While our ‘left brain’ seems linked to what we might call ‘logical’ processing, the role of the
‘right brain’ was, for a long time, much less well understood. Gradually it became clear that
it is involved in associations, patterns and emotional links; people with damage to the right
hemisphere are often incapable of understanding humour or of feeling moved by painting
or music. Our ability to think in metaphors and to visualise and imagine in novel ways is
strongly linked to activity on this side of the brain.
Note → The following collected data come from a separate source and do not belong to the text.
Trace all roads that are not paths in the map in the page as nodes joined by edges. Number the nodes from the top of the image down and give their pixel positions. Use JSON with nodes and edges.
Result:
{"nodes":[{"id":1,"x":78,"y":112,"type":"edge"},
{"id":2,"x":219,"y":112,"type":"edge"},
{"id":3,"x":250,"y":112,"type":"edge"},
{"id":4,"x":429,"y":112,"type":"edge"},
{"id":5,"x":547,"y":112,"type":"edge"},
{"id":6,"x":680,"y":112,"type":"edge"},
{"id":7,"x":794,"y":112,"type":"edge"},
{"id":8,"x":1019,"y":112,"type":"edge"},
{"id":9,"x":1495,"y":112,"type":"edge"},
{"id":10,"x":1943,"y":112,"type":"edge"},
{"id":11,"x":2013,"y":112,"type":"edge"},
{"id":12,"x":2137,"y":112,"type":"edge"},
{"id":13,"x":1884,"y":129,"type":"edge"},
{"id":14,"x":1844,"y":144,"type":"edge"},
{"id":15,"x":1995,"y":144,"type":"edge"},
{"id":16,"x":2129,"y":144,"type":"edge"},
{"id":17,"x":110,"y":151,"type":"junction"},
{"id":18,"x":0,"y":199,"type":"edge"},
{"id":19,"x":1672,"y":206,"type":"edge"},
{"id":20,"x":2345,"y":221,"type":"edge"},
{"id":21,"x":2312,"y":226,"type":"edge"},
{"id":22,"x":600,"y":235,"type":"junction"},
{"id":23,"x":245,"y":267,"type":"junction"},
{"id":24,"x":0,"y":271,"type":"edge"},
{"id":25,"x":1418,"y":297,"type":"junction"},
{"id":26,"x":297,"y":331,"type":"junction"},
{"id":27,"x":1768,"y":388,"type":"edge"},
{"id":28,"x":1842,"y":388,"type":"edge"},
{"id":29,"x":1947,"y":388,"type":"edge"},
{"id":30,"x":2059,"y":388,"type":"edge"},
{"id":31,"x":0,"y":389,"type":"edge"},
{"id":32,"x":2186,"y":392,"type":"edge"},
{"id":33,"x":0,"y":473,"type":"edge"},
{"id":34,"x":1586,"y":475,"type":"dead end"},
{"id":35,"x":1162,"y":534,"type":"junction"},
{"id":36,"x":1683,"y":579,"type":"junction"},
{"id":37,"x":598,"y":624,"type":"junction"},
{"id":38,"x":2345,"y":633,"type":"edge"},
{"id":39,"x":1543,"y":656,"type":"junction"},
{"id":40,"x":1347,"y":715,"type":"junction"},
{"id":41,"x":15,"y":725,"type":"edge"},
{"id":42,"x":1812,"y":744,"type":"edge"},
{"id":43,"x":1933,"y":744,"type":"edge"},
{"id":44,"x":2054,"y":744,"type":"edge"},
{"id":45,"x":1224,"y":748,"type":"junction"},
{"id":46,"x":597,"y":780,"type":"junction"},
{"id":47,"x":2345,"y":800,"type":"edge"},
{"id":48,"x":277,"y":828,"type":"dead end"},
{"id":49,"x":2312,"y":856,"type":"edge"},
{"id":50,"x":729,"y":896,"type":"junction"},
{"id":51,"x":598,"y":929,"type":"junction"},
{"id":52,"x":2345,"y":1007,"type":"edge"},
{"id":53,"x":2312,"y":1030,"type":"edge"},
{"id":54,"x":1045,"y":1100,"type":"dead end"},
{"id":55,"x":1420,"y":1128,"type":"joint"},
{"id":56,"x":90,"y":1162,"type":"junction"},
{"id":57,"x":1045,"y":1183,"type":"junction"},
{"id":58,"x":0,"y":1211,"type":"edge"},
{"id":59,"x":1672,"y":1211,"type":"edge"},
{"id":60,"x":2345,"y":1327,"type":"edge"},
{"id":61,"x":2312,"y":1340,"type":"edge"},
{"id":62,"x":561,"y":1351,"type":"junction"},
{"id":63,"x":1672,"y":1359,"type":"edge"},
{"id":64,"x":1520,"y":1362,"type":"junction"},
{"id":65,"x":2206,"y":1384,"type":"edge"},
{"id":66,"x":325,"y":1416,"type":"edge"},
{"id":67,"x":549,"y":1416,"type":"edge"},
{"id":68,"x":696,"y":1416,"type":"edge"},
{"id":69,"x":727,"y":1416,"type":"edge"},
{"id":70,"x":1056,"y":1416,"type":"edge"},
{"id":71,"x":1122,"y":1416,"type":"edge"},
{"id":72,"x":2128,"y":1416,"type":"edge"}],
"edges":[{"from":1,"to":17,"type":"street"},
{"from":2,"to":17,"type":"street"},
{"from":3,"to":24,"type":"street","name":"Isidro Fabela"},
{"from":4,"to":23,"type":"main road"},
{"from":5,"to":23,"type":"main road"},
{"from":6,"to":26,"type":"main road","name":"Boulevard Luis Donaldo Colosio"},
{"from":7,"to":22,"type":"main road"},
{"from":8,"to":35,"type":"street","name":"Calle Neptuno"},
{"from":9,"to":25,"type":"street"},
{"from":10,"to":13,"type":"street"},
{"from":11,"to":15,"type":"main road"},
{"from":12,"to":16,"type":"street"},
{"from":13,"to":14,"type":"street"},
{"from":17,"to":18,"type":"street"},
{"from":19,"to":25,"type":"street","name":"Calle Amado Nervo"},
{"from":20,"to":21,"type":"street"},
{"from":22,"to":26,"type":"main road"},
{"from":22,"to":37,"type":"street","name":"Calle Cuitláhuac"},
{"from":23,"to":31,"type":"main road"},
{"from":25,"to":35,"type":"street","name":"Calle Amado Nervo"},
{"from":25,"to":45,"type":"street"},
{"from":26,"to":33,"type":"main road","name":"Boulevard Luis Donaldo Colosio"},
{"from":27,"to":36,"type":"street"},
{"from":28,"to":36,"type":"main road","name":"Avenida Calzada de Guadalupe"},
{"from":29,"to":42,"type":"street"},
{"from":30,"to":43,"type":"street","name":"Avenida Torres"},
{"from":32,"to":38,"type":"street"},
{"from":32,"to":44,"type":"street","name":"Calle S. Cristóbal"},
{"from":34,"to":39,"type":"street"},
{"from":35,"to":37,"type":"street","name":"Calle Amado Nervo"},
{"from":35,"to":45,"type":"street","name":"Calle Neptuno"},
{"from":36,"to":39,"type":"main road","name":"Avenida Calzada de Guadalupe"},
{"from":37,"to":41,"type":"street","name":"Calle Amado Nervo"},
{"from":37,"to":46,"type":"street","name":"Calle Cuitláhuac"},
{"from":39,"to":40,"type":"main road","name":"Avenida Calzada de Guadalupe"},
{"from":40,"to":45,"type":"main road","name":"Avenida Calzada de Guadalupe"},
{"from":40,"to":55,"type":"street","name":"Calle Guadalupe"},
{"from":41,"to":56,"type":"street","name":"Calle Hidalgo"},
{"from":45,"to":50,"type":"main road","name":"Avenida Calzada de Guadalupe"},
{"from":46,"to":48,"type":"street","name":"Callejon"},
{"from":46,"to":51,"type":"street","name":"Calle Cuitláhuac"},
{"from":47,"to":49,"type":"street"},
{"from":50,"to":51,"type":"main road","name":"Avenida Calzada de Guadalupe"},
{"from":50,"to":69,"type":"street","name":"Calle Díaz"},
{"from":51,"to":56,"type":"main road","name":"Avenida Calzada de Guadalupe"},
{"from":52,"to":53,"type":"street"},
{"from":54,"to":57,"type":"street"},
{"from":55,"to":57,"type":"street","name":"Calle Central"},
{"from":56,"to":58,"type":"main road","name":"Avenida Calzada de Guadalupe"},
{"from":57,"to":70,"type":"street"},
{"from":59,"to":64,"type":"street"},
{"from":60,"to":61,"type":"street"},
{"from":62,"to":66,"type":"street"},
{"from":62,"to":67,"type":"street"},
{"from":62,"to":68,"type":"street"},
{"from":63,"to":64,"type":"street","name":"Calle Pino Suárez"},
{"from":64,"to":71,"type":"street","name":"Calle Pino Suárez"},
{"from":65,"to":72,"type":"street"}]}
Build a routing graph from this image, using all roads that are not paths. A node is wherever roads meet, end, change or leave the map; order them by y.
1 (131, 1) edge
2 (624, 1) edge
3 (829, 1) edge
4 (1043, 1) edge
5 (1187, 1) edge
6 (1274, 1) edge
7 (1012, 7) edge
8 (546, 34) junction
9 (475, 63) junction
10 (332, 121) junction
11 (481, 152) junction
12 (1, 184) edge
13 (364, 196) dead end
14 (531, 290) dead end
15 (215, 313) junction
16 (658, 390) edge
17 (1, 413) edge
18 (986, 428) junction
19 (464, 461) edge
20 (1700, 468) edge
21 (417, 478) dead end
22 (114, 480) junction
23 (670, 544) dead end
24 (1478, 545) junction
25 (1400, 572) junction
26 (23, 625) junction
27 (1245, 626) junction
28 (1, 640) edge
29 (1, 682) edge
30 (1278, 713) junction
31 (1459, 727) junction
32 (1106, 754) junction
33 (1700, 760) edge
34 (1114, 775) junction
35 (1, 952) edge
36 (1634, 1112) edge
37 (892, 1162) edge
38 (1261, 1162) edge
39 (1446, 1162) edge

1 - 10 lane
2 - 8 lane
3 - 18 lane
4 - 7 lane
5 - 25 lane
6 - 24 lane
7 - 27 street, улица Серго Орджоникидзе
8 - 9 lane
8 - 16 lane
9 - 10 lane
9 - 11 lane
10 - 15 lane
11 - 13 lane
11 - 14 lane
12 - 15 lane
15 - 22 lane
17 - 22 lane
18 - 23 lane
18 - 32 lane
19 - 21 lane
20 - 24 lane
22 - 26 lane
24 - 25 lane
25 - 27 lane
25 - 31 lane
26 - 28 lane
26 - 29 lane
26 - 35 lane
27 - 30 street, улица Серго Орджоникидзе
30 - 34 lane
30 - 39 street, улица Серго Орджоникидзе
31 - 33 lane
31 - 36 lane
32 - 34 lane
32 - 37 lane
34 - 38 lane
- It’s not a case of ‘creativity = right brain thinking’ but rather that we need to recognise that
both hemispheres are involved and they play different roles. This has important
implications for developing the skills of creative thinking, as we’ll see later, because we
need to find ways to enable this interconnection between the two.
Pattern Recognition
- Creativity is particularly about patterns and our ability to see these. In its simplest form if
we see a pattern, which we recognise, we have access to solutions which worked in the past
and which we can apply again.
- But sometimes it is a case of recognising a similarity between a new problem and
something like it which we have seen before.
- Sometimes it is about finding a new pattern which makes sense. One of the challenges in
creativity is that it sometimes involves breaking rules, changing perspectives, seeing things
differently. And this can set up tensions between the person coming up with this new way of
seeing and the rest of the world, who still have the old view.
- So far we have been talking about individual creativity but it is also important to recognise
the power of interaction with others. We are all different in personality, experience and
approach, and these differences mean we see problems and solutions from different
perspectives. Combining our approaches, sparking ideas off each other and building on
shared insights are all-powerful ways of amplifying creativity. The old proverb that ‘two
heads are better than one’ is often true; think of the many successful creative partnerships
in the world of music or theatre, for example.
Recognition/Preparation
- Creativity starts with recognising we have a problem or puzzle to solve and then exploring
its dimensions. Working out the real problem, the underlying issue, is an important skill in
arriving at a solution which works. Redefining and reframing are key skills here, being able
to see the wood for the trees, the underlying pattern of the core problem.
Incubation
- Sometimes redefining and exploring the problem is enough to lead to a solution — but very
often we are left with a problem and no obvious answer. Wrestling with it, pulling it into
different shapes and trying to force fit it to something we’ve seen before simply doesn’t
work. This is where we need to let go with our conscious minds and allow the brain some
time to play around, to incubate. It needs to allow new connections to be made, and typical
ways of helping this include relaxing, doing something different, going for a walk, sleeping
on the problem, etc. What’s going on underneath is a fascinating process of association and
connecting in ways which may appear to be illogical. Think about your dreams and the
amazing and unlikely events which take place in them; connections are established between
random elements which simply wouldn’t normally be linked. This is an important part of
the unconscious creative process and one of the powerful ways of supporting this stage is to
give the brain some help in making new connections.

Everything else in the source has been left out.